- Died: 6 April 1561 Dzegvi
- Spouse: Unnamed daughter of Luarsab I
- Issue: Prince George; Prince Vakhtang; Prince Khosro;
- Dynasty: Bagrationi
- Father: Levan of Kakheti
- Mother: Tinatin Gurieli
- Religion: Georgian Orthodox Church

= Prince George of Kakheti (died 1561) =

George (გიორგი; died 6 April 1561) was a Georgian prince (batonishvili) of the royal house of Kakheti and the eldest son of King Levan of Kakheti. He was killed in 1561 in a battle with the Safavid Iranian army, fighting on the side of his brother-in-law, King Simon I of Kartli.

== Biography ==
George was the eldest son of King Levan of Kakheti and his first wife, Tinatin Gurieli. In 1561, Simon I of Kartli, ruler of a neighboring Georgian polity, offered Levan—his father-in-law—an alliance against the Safavid Iranian hegemony. Levan, anxious to preserve peace at home, was reluctant, but his son George volunteered with the Kakhetian army for Simon's cause. Arriving at Dzegvi to join the Kartlians, George's troops were attacked and annihilated, on the Easter Day on 6 April 1561, by the Safavid army under Shahverdi Sultan, a Qajar beylerbey of Karabakh, at the battle of Tsikhedidi. George himself was killed in action.

== Family ==
Prince George was married to an unnamed daughter of Luarsab I of Kartli. They had three sons:

- Prince George;
- Prince Vakhtang;
- Prince Khosro, who was married to a certain Mariam.
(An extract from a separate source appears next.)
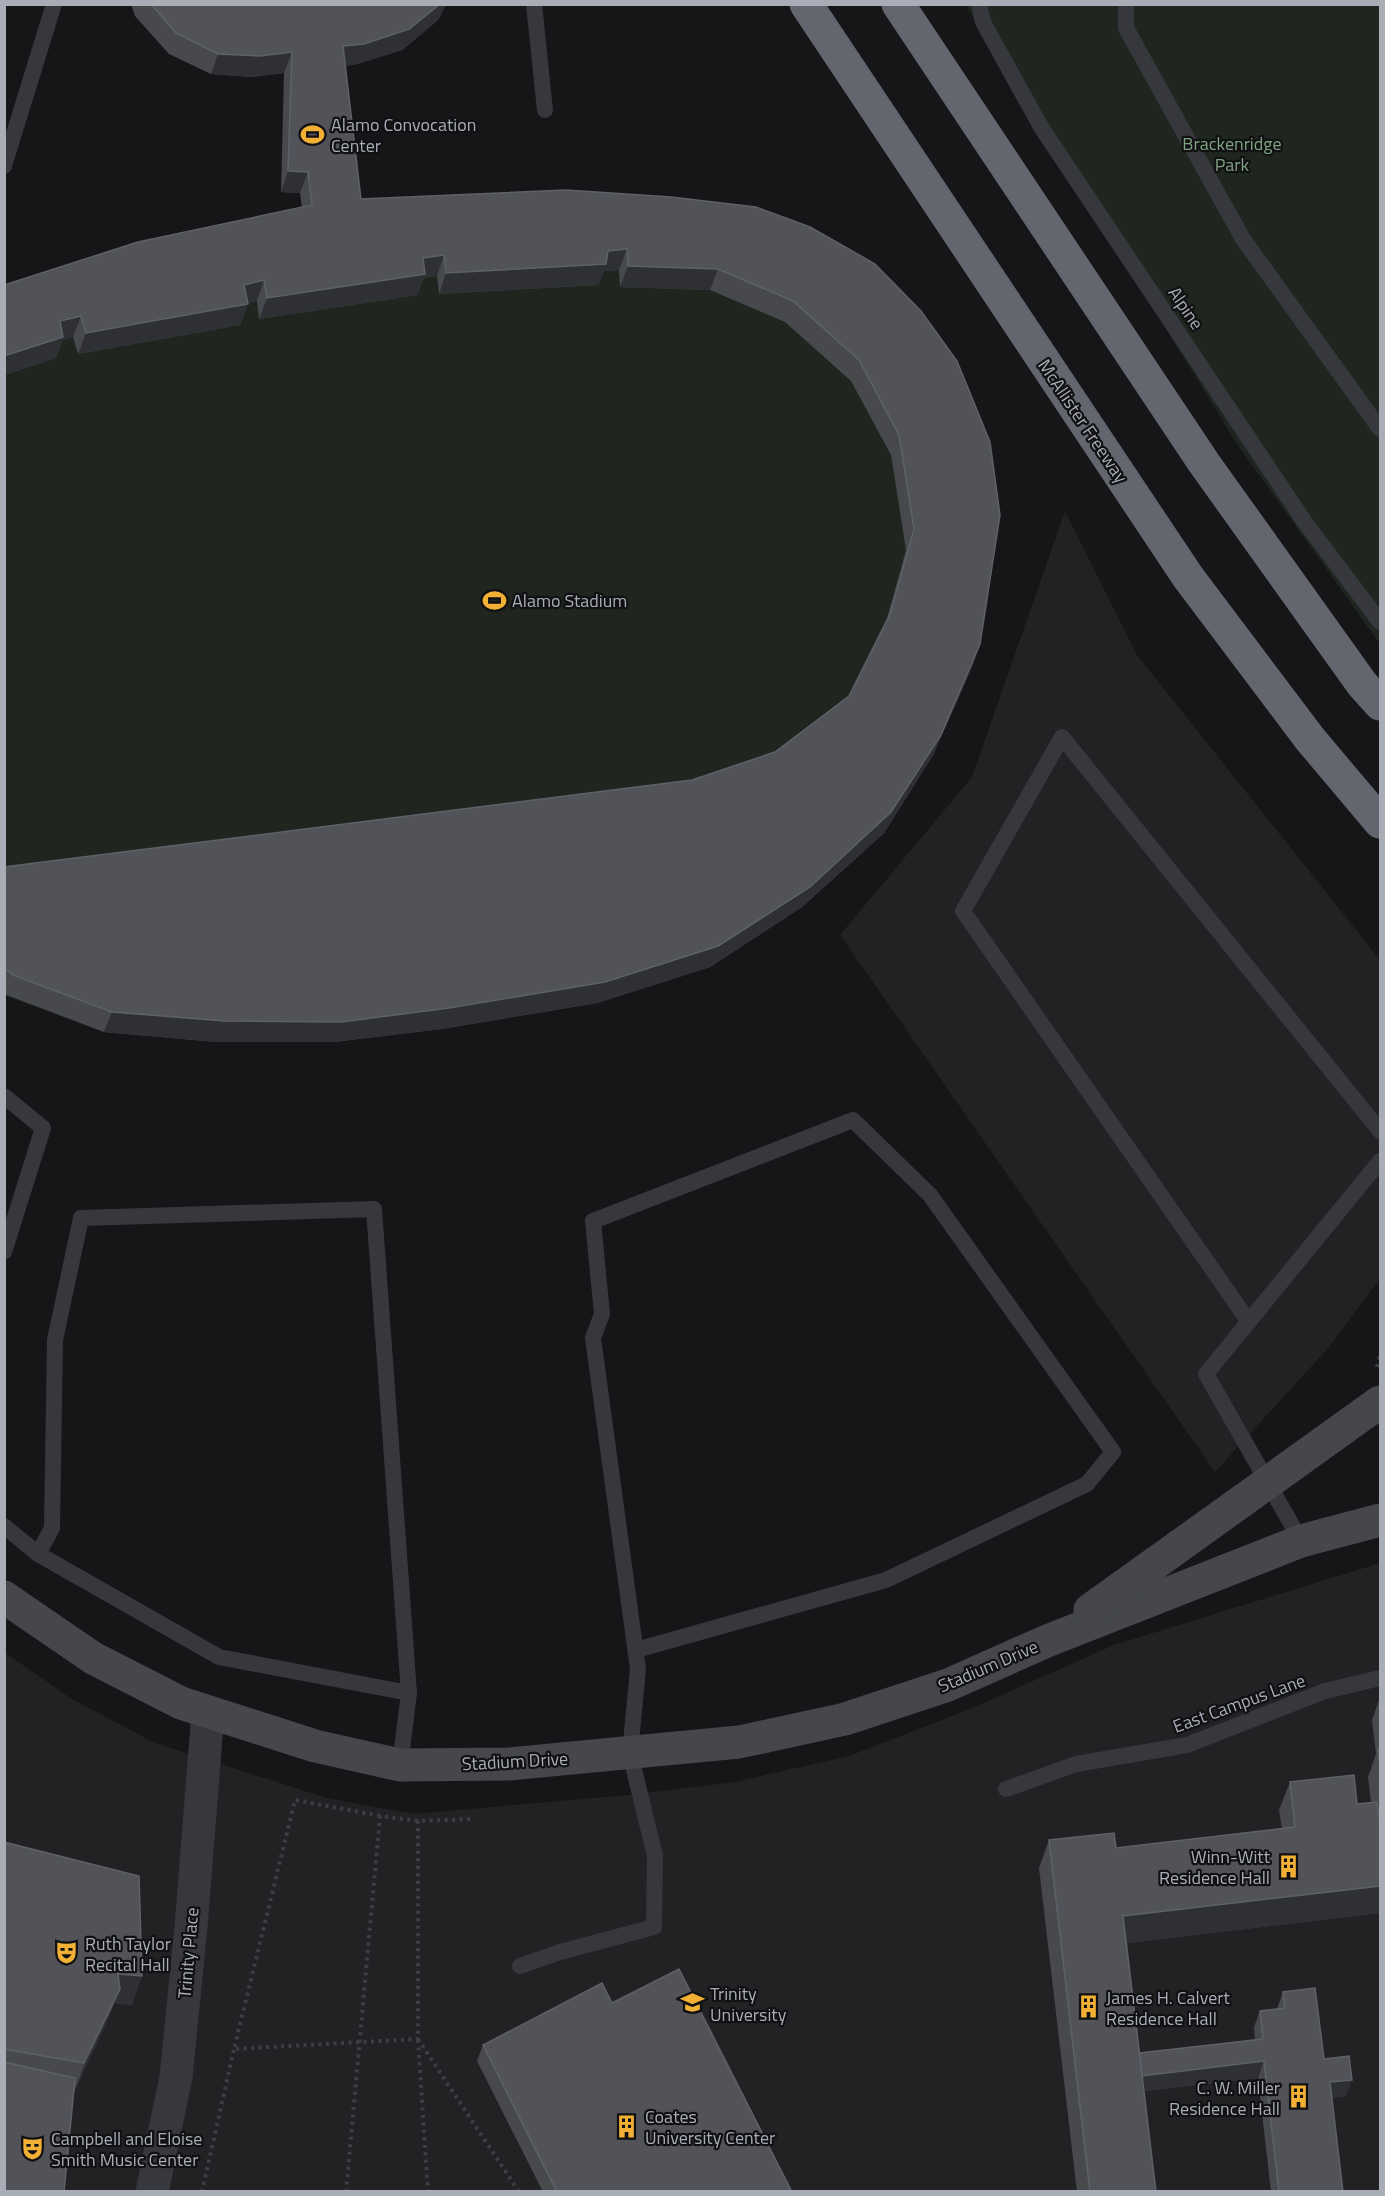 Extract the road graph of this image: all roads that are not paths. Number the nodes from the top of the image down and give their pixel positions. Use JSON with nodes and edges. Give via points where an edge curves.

On 7 March 1574, George's son Khosro, together with his wife Mariam and his brothers George and Vakhtang, issued a charter to Iotam Guramishvili.

On 3 May 1590, King Alexander II of Kakheti, while recounting to Prince Zvenigorodsky the story of the beginning of his reign, which is otherwise unattested in Georgian historical sources, stated that, after ascending the throne sixteen years earlier, he had been challenged by his nephew Khosro, the son of his elder brother, who waged war against him but was ultimately defeated and killed.